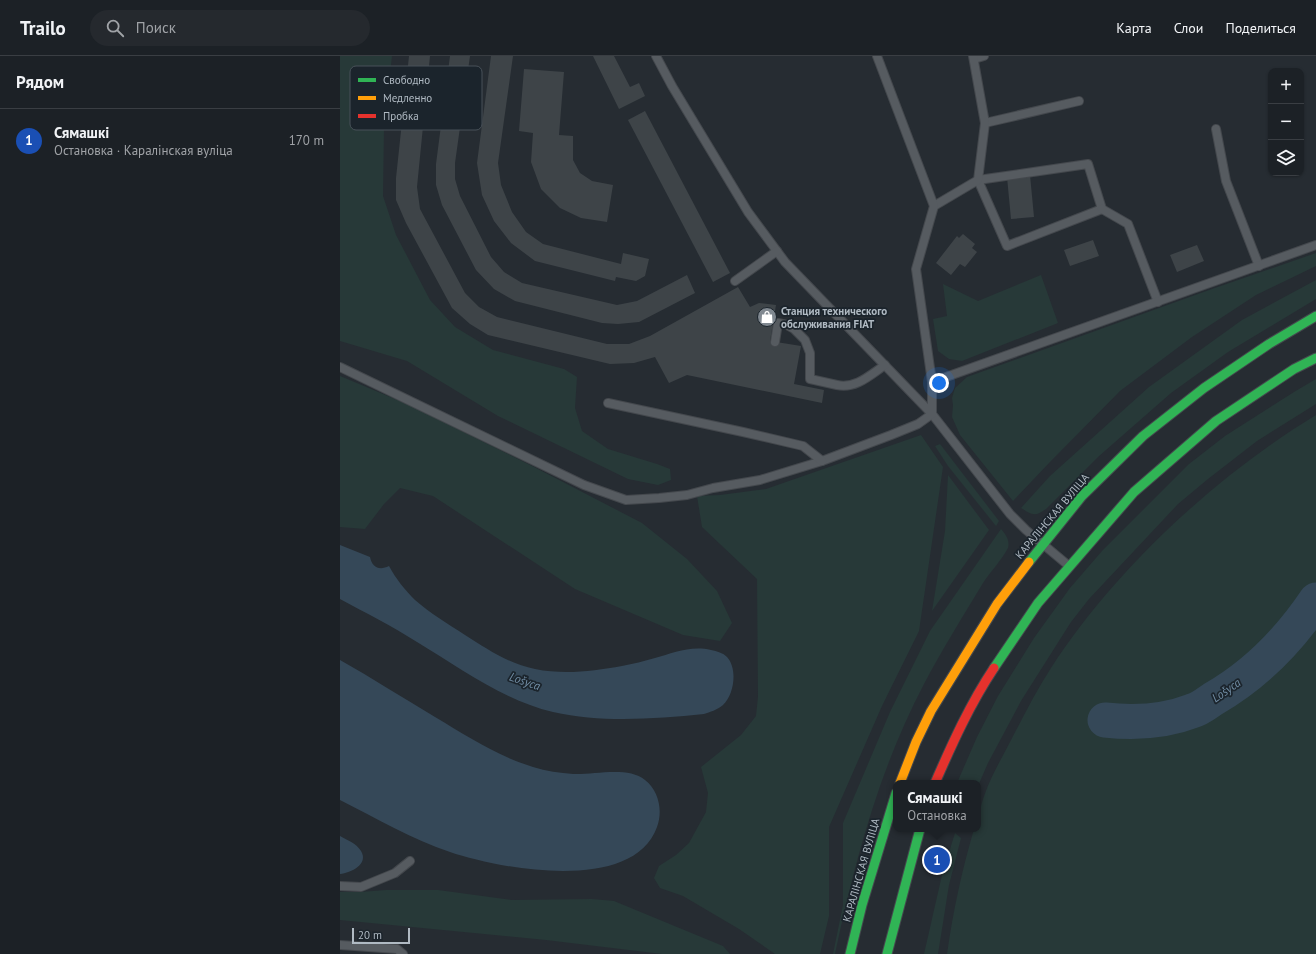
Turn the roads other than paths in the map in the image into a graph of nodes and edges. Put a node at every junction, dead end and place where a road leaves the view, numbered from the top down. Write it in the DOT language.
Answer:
graph roads {
  1 [pos="656,56"];
  2 [pos="876,56"];
  3 [pos="984,56"];
  4 [pos="973,58"];
  5 [pos="1079,101"];
  6 [pos="986,123"];
  7 [pos="1216,130"];
  8 [pos="978,180"];
  9 [pos="934,206"];
  10 [pos="1102,209"];
  11 [pos="1316,245"];
  12 [pos="777,252"];
  13 [pos="1259,266"];
  14 [pos="735,281"];
  15 [pos="1158,302"];
  16 [pos="1316,316"];
  17 [pos="775,342"];
  18 [pos="1316,358"];
  19 [pos="885,365"];
  20 [pos="340,367"];
  21 [pos="932,382"];
  22 [pos="608,403"];
  23 [pos="932,414"];
  24 [pos="822,461"];
  25 [pos="1043,543"];
  26 [pos="1070,566"];
  27 [pos="901,780"];
  28 [pos="936,780"];
  29 [pos="893,803"];
  30 [pos="919,832"];
  31 [pos="410,861"];
  32 [pos="340,886"];
  33 [pos="340,945"];
  34 [pos="404,954"];
  35 [pos="850,954"];
  36 [pos="887,954"];
  1 -- 12 [label="lane"];
  2 -- 9 [label="lane"];
  3 -- 4 [label="lane"];
  4 -- 6 [label="lane"];
  5 -- 6 [label="lane"];
  6 -- 8 [label="lane"];
  7 -- 13 [label="lane"];
  8 -- 9 [label="lane"];
  8 -- 10 [label="lane"];
  8 -- 10 [label="lane"];
  9 -- 21 [label="lane"];
  10 -- 15 [label="lane"];
  11 -- 13 [label="lane"];
  12 -- 14 [label="lane"];
  12 -- 19 [label="lane"];
  13 -- 15 [label="lane"];
  15 -- 21 [label="lane"];
  16 -- 25 [label="main road, КАРАЛІНСКАЯ ВУЛІЦА"];
  17 -- 19 [label="lane"];
  18 -- 26 [label="main road"];
  19 -- 23 [label="lane"];
  20 -- 24 [label="lane"];
  21 -- 23 [label="lane"];
  22 -- 24 [label="lane"];
  23 -- 24 [label="lane"];
  23 -- 25 [label="lane"];
  25 -- 26 [label="lane"];
  25 -- 27 [label="main road, КАРАЛІНСКАЯ ВУЛІЦА"];
  26 -- 28 [label="main road"];
  29 -- 35 [label="main road, КАРАЛІНСКАЯ ВУЛІЦА"];
  30 -- 36 [label="main road"];
  31 -- 32 [label="lane"];
  33 -- 34 [label="lane"];
}
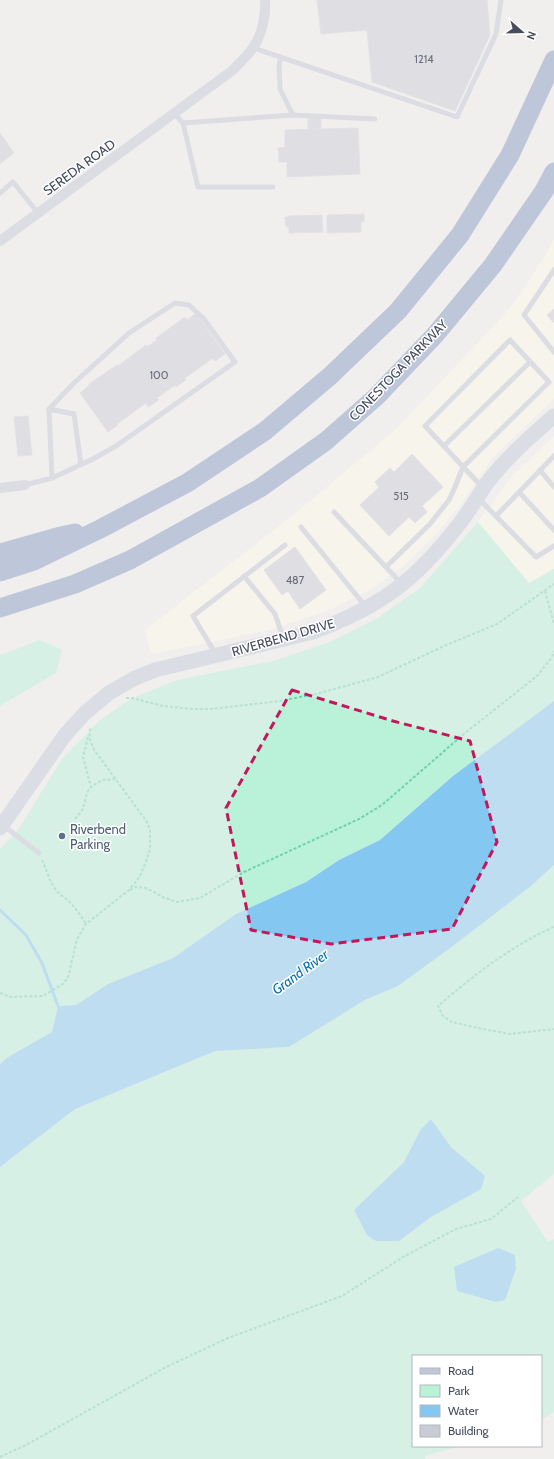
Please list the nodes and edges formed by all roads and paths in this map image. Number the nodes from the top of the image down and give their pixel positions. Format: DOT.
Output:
graph roads {
  1 [pos="265,0"];
  2 [pos="501,0"];
  3 [pos="254,48"];
  4 [pos="281,57"];
  5 [pos="554,60"];
  6 [pos="174,113"];
  7 [pos="293,115"];
  8 [pos="375,119"];
  9 [pos="183,123"];
  10 [pos="554,172"];
  11 [pos="273,187"];
  12 [pos="0,193"];
  13 [pos="38,213"];
  14 [pos="0,241"];
  15 [pos="554,270"];
  16 [pos="554,352"];
  17 [pos="530,362"];
  18 [pos="49,409"];
  19 [pos="554,416"];
  20 [pos="444,446"];
  21 [pos="554,456"];
  22 [pos="81,465"];
  23 [pos="463,467"];
  24 [pos="540,470"];
  25 [pos="52,478"];
  26 [pos="25,485"];
  27 [pos="554,487"];
  28 [pos="0,488"];
  29 [pos="519,492"];
  30 [pos="480,493"];
  31 [pos="334,512"];
  32 [pos="496,516"];
  33 [pos="301,527"];
  34 [pos="100,529"];
  35 [pos="554,530"];
  36 [pos="285,545"];
  37 [pos="554,546"];
  38 [pos="0,553"];
  39 [pos="386,567"];
  40 [pos="0,572"];
  41 [pos="244,576"];
  42 [pos="402,584"];
  43 [pos="554,584"];
  44 [pos="545,590"];
  45 [pos="366,607"];
  46 [pos="0,608"];
  47 [pos="554,624"];
  48 [pos="283,639"];
  49 [pos="554,651"];
  50 [pos="217,656"];
  51 [pos="123,699"];
  52 [pos="94,722"];
  53 [pos="89,736"];
  54 [pos="116,779"];
  55 [pos="91,787"];
  56 [pos="75,818"];
  57 [pos="2,827"];
  58 [pos="39,854"];
  59 [pos="129,890"];
  60 [pos="86,924"];
  61 [pos="554,927"];
  62 [pos="0,993"];
  63 [pos="554,1029"];
  64 [pos="518,1197"];
  65 [pos="0,1457"];
  1 -- 3 [label="street"];
  2 -- 4 [label="lane"];
  3 -- 4 [label="lane"];
  3 -- 6 [label="street, SEREDA ROAD"];
  4 -- 7 [label="lane"];
  5 -- 34 [label="highway"];
  6 -- 9 [label="lane"];
  6 -- 13 [label="street, SEREDA ROAD"];
  7 -- 8 [label="lane"];
  7 -- 9 [label="lane"];
  9 -- 11 [label="lane"];
  10 -- 46 [label="highway, CONESTOGA PARKWAY"];
  12 -- 13 [label="lane"];
  13 -- 14 [label="street, SEREDA ROAD"];
  15 -- 16 [label="lane"];
  17 -- 20 [label="lane"];
  17 -- 20 [label="lane"];
  17 -- 23 [label="lane"];
  18 -- 22 [label="lane"];
  18 -- 22 [label="lane"];
  18 -- 25 [label="lane"];
  19 -- 30 [label="street, RIVERBEND DRIVE"];
  20 -- 23 [label="lane"];
  21 -- 24 [label="lane"];
  22 -- 25 [label="lane"];
  23 -- 30 [label="lane"];
  23 -- 39 [label="lane"];
  24 -- 27 [label="lane"];
  24 -- 29 [label="lane"];
  25 -- 26 [label="lane"];
  26 -- 28 [label="street"];
  29 -- 32 [label="lane"];
  29 -- 35 [label="lane"];
  30 -- 32 [label="lane"];
  30 -- 42 [label="street, RIVERBEND DRIVE"];
  31 -- 39 [label="lane"];
  32 -- 37 [label="lane"];
  33 -- 45 [label="lane"];
  34 -- 38 [label="highway"];
  34 -- 40 [label="highway"];
  36 -- 41 [label="lane"];
  39 -- 42 [label="lane"];
  41 -- 48 [label="lane"];
  41 -- 50 [label="lane"];
  42 -- 45 [label="street, RIVERBEND DRIVE"];
  43 -- 44 [label="path"];
  44 -- 47 [label="path"];
  44 -- 51 [label="path"];
  45 -- 48 [label="street, RIVERBEND DRIVE"];
  48 -- 50 [label="street, RIVERBEND DRIVE"];
  49 -- 59 [label="path"];
  50 -- 57 [label="street, RIVERBEND DRIVE"];
  52 -- 53 [label="path"];
  53 -- 54 [label="path"];
  53 -- 55 [label="path"];
  54 -- 55 [label="path"];
  54 -- 59 [label="path"];
  55 -- 56 [label="path"];
  57 -- 58 [label="lane"];
  58 -- 60 [label="path"];
  59 -- 60 [label="path"];
  60 -- 62 [label="path"];
  61 -- 63 [label="path"];
  64 -- 65 [label="path"];
}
== == ==
Give back every entry in full, exactly as written, with no picture included.

Turn the roads other than paths in the map in the image into a graph of nodes and edges. Put a node at every junction, dead end and place where a road leaves the view, numbered from the top down. Write it in the DOT language.
Answer:
graph roads {
  1 [pos="656,56"];
  2 [pos="876,56"];
  3 [pos="984,56"];
  4 [pos="973,58"];
  5 [pos="1079,101"];
  6 [pos="986,123"];
  7 [pos="1216,130"];
  8 [pos="978,180"];
  9 [pos="934,206"];
  10 [pos="1102,209"];
  11 [pos="1316,245"];
  12 [pos="777,252"];
  13 [pos="1259,266"];
  14 [pos="735,281"];
  15 [pos="1158,302"];
  16 [pos="1316,316"];
  17 [pos="775,342"];
  18 [pos="1316,358"];
  19 [pos="885,365"];
  20 [pos="340,367"];
  21 [pos="932,382"];
  22 [pos="608,403"];
  23 [pos="932,414"];
  24 [pos="822,461"];
  25 [pos="1043,543"];
  26 [pos="1070,566"];
  27 [pos="901,780"];
  28 [pos="936,780"];
  29 [pos="893,803"];
  30 [pos="919,832"];
  31 [pos="410,861"];
  32 [pos="340,886"];
  33 [pos="340,945"];
  34 [pos="404,954"];
  35 [pos="850,954"];
  36 [pos="887,954"];
  1 -- 12 [label="lane"];
  2 -- 9 [label="lane"];
  3 -- 4 [label="lane"];
  4 -- 6 [label="lane"];
  5 -- 6 [label="lane"];
  6 -- 8 [label="lane"];
  7 -- 13 [label="lane"];
  8 -- 9 [label="lane"];
  8 -- 10 [label="lane"];
  8 -- 10 [label="lane"];
  9 -- 21 [label="lane"];
  10 -- 15 [label="lane"];
  11 -- 13 [label="lane"];
  12 -- 14 [label="lane"];
  12 -- 19 [label="lane"];
  13 -- 15 [label="lane"];
  15 -- 21 [label="lane"];
  16 -- 25 [label="main road, КАРАЛІНСКАЯ ВУЛІЦА"];
  17 -- 19 [label="lane"];
  18 -- 26 [label="main road"];
  19 -- 23 [label="lane"];
  20 -- 24 [label="lane"];
  21 -- 23 [label="lane"];
  22 -- 24 [label="lane"];
  23 -- 24 [label="lane"];
  23 -- 25 [label="lane"];
  25 -- 26 [label="lane"];
  25 -- 27 [label="main road, КАРАЛІНСКАЯ ВУЛІЦА"];
  26 -- 28 [label="main road"];
  29 -- 35 [label="main road, КАРАЛІНСКАЯ ВУЛІЦА"];
  30 -- 36 [label="main road"];
  31 -- 32 [label="lane"];
  33 -- 34 [label="lane"];
}
Please list the nodes and edges formed by all roads and paths in this map image. Number the nodes from the top of the image down and give their pixel positions. Format: DOT.
Output:
graph roads {
  1 [pos="265,0"];
  2 [pos="501,0"];
  3 [pos="254,48"];
  4 [pos="281,57"];
  5 [pos="554,60"];
  6 [pos="174,113"];
  7 [pos="293,115"];
  8 [pos="375,119"];
  9 [pos="183,123"];
  10 [pos="554,172"];
  11 [pos="273,187"];
  12 [pos="0,193"];
  13 [pos="38,213"];
  14 [pos="0,241"];
  15 [pos="554,270"];
  16 [pos="554,352"];
  17 [pos="530,362"];
  18 [pos="49,409"];
  19 [pos="554,416"];
  20 [pos="444,446"];
  21 [pos="554,456"];
  22 [pos="81,465"];
  23 [pos="463,467"];
  24 [pos="540,470"];
  25 [pos="52,478"];
  26 [pos="25,485"];
  27 [pos="554,487"];
  28 [pos="0,488"];
  29 [pos="519,492"];
  30 [pos="480,493"];
  31 [pos="334,512"];
  32 [pos="496,516"];
  33 [pos="301,527"];
  34 [pos="100,529"];
  35 [pos="554,530"];
  36 [pos="285,545"];
  37 [pos="554,546"];
  38 [pos="0,553"];
  39 [pos="386,567"];
  40 [pos="0,572"];
  41 [pos="244,576"];
  42 [pos="402,584"];
  43 [pos="554,584"];
  44 [pos="545,590"];
  45 [pos="366,607"];
  46 [pos="0,608"];
  47 [pos="554,624"];
  48 [pos="283,639"];
  49 [pos="554,651"];
  50 [pos="217,656"];
  51 [pos="123,699"];
  52 [pos="94,722"];
  53 [pos="89,736"];
  54 [pos="116,779"];
  55 [pos="91,787"];
  56 [pos="75,818"];
  57 [pos="2,827"];
  58 [pos="39,854"];
  59 [pos="129,890"];
  60 [pos="86,924"];
  61 [pos="554,927"];
  62 [pos="0,993"];
  63 [pos="554,1029"];
  64 [pos="518,1197"];
  65 [pos="0,1457"];
  1 -- 3 [label="street"];
  2 -- 4 [label="lane"];
  3 -- 4 [label="lane"];
  3 -- 6 [label="street, SEREDA ROAD"];
  4 -- 7 [label="lane"];
  5 -- 34 [label="highway"];
  6 -- 9 [label="lane"];
  6 -- 13 [label="street, SEREDA ROAD"];
  7 -- 8 [label="lane"];
  7 -- 9 [label="lane"];
  9 -- 11 [label="lane"];
  10 -- 46 [label="highway, CONESTOGA PARKWAY"];
  12 -- 13 [label="lane"];
  13 -- 14 [label="street, SEREDA ROAD"];
  15 -- 16 [label="lane"];
  17 -- 20 [label="lane"];
  17 -- 20 [label="lane"];
  17 -- 23 [label="lane"];
  18 -- 22 [label="lane"];
  18 -- 22 [label="lane"];
  18 -- 25 [label="lane"];
  19 -- 30 [label="street, RIVERBEND DRIVE"];
  20 -- 23 [label="lane"];
  21 -- 24 [label="lane"];
  22 -- 25 [label="lane"];
  23 -- 30 [label="lane"];
  23 -- 39 [label="lane"];
  24 -- 27 [label="lane"];
  24 -- 29 [label="lane"];
  25 -- 26 [label="lane"];
  26 -- 28 [label="street"];
  29 -- 32 [label="lane"];
  29 -- 35 [label="lane"];
  30 -- 32 [label="lane"];
  30 -- 42 [label="street, RIVERBEND DRIVE"];
  31 -- 39 [label="lane"];
  32 -- 37 [label="lane"];
  33 -- 45 [label="lane"];
  34 -- 38 [label="highway"];
  34 -- 40 [label="highway"];
  36 -- 41 [label="lane"];
  39 -- 42 [label="lane"];
  41 -- 48 [label="lane"];
  41 -- 50 [label="lane"];
  42 -- 45 [label="street, RIVERBEND DRIVE"];
  43 -- 44 [label="path"];
  44 -- 47 [label="path"];
  44 -- 51 [label="path"];
  45 -- 48 [label="street, RIVERBEND DRIVE"];
  48 -- 50 [label="street, RIVERBEND DRIVE"];
  49 -- 59 [label="path"];
  50 -- 57 [label="street, RIVERBEND DRIVE"];
  52 -- 53 [label="path"];
  53 -- 54 [label="path"];
  53 -- 55 [label="path"];
  54 -- 55 [label="path"];
  54 -- 59 [label="path"];
  55 -- 56 [label="path"];
  57 -- 58 [label="lane"];
  58 -- 60 [label="path"];
  59 -- 60 [label="path"];
  60 -- 62 [label="path"];
  61 -- 63 [label="path"];
  64 -- 65 [label="path"];
}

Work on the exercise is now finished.